> EXERCISE AIM:
Copy the data below in full, exactly as it appears.

===== SOURCE DATA =====

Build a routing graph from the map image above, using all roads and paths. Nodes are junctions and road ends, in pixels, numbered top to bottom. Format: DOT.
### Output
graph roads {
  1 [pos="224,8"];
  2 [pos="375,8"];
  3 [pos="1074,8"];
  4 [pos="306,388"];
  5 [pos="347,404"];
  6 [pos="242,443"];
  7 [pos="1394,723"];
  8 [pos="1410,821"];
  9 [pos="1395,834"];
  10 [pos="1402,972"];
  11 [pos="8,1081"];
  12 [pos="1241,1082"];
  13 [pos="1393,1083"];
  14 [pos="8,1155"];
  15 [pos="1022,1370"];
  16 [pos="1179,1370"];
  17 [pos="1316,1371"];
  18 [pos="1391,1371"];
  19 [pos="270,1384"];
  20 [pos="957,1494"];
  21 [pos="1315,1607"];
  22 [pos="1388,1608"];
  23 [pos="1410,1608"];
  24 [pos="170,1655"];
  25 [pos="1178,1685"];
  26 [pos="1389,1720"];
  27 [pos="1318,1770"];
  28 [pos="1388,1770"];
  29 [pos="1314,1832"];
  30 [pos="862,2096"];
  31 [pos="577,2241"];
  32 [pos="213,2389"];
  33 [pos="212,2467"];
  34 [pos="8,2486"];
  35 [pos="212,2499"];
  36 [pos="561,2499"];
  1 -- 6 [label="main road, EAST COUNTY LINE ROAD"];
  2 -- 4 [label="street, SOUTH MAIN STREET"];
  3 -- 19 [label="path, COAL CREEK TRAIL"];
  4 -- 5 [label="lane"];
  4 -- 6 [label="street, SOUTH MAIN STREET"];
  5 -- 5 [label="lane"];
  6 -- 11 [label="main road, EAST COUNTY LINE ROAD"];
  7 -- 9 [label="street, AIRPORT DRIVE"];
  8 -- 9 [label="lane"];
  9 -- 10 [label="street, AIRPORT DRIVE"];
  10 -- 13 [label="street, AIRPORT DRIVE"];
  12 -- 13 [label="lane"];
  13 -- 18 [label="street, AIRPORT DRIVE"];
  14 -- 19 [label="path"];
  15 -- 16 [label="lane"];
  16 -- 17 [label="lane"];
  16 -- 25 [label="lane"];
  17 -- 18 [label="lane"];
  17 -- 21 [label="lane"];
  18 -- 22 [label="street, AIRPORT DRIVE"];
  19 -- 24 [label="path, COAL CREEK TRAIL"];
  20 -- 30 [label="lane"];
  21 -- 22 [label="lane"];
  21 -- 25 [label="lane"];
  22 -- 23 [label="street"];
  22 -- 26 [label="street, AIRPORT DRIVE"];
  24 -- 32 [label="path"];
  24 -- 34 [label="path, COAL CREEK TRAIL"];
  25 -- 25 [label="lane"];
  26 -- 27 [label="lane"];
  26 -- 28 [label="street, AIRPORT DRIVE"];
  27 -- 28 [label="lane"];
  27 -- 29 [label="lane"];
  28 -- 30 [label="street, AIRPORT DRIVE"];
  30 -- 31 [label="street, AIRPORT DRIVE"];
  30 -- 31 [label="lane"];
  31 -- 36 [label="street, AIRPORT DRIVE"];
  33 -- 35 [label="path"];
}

=====

> RESPONSE AREA:
Build a routing graph from the map image above, using all roads and paths. Nodes are junctions and road ends, in pixels, numbered top to bottom. Format: DOT.
### Output
graph roads {
  1 [pos="224,8"];
  2 [pos="375,8"];
  3 [pos="1074,8"];
  4 [pos="306,388"];
  5 [pos="347,404"];
  6 [pos="242,443"];
  7 [pos="1394,723"];
  8 [pos="1410,821"];
  9 [pos="1395,834"];
  10 [pos="1402,972"];
  11 [pos="8,1081"];
  12 [pos="1241,1082"];
  13 [pos="1393,1083"];
  14 [pos="8,1155"];
  15 [pos="1022,1370"];
  16 [pos="1179,1370"];
  17 [pos="1316,1371"];
  18 [pos="1391,1371"];
  19 [pos="270,1384"];
  20 [pos="957,1494"];
  21 [pos="1315,1607"];
  22 [pos="1388,1608"];
  23 [pos="1410,1608"];
  24 [pos="170,1655"];
  25 [pos="1178,1685"];
  26 [pos="1389,1720"];
  27 [pos="1318,1770"];
  28 [pos="1388,1770"];
  29 [pos="1314,1832"];
  30 [pos="862,2096"];
  31 [pos="577,2241"];
  32 [pos="213,2389"];
  33 [pos="212,2467"];
  34 [pos="8,2486"];
  35 [pos="212,2499"];
  36 [pos="561,2499"];
  1 -- 6 [label="main road, EAST COUNTY LINE ROAD"];
  2 -- 4 [label="street, SOUTH MAIN STREET"];
  3 -- 19 [label="path, COAL CREEK TRAIL"];
  4 -- 5 [label="lane"];
  4 -- 6 [label="street, SOUTH MAIN STREET"];
  5 -- 5 [label="lane"];
  6 -- 11 [label="main road, EAST COUNTY LINE ROAD"];
  7 -- 9 [label="street, AIRPORT DRIVE"];
  8 -- 9 [label="lane"];
  9 -- 10 [label="street, AIRPORT DRIVE"];
  10 -- 13 [label="street, AIRPORT DRIVE"];
  12 -- 13 [label="lane"];
  13 -- 18 [label="street, AIRPORT DRIVE"];
  14 -- 19 [label="path"];
  15 -- 16 [label="lane"];
  16 -- 17 [label="lane"];
  16 -- 25 [label="lane"];
  17 -- 18 [label="lane"];
  17 -- 21 [label="lane"];
  18 -- 22 [label="street, AIRPORT DRIVE"];
  19 -- 24 [label="path, COAL CREEK TRAIL"];
  20 -- 30 [label="lane"];
  21 -- 22 [label="lane"];
  21 -- 25 [label="lane"];
  22 -- 23 [label="street"];
  22 -- 26 [label="street, AIRPORT DRIVE"];
  24 -- 32 [label="path"];
  24 -- 34 [label="path, COAL CREEK TRAIL"];
  25 -- 25 [label="lane"];
  26 -- 27 [label="lane"];
  26 -- 28 [label="street, AIRPORT DRIVE"];
  27 -- 28 [label="lane"];
  27 -- 29 [label="lane"];
  28 -- 30 [label="street, AIRPORT DRIVE"];
  30 -- 31 [label="street, AIRPORT DRIVE"];
  30 -- 31 [label="lane"];
  31 -- 36 [label="street, AIRPORT DRIVE"];
  33 -- 35 [label="path"];
}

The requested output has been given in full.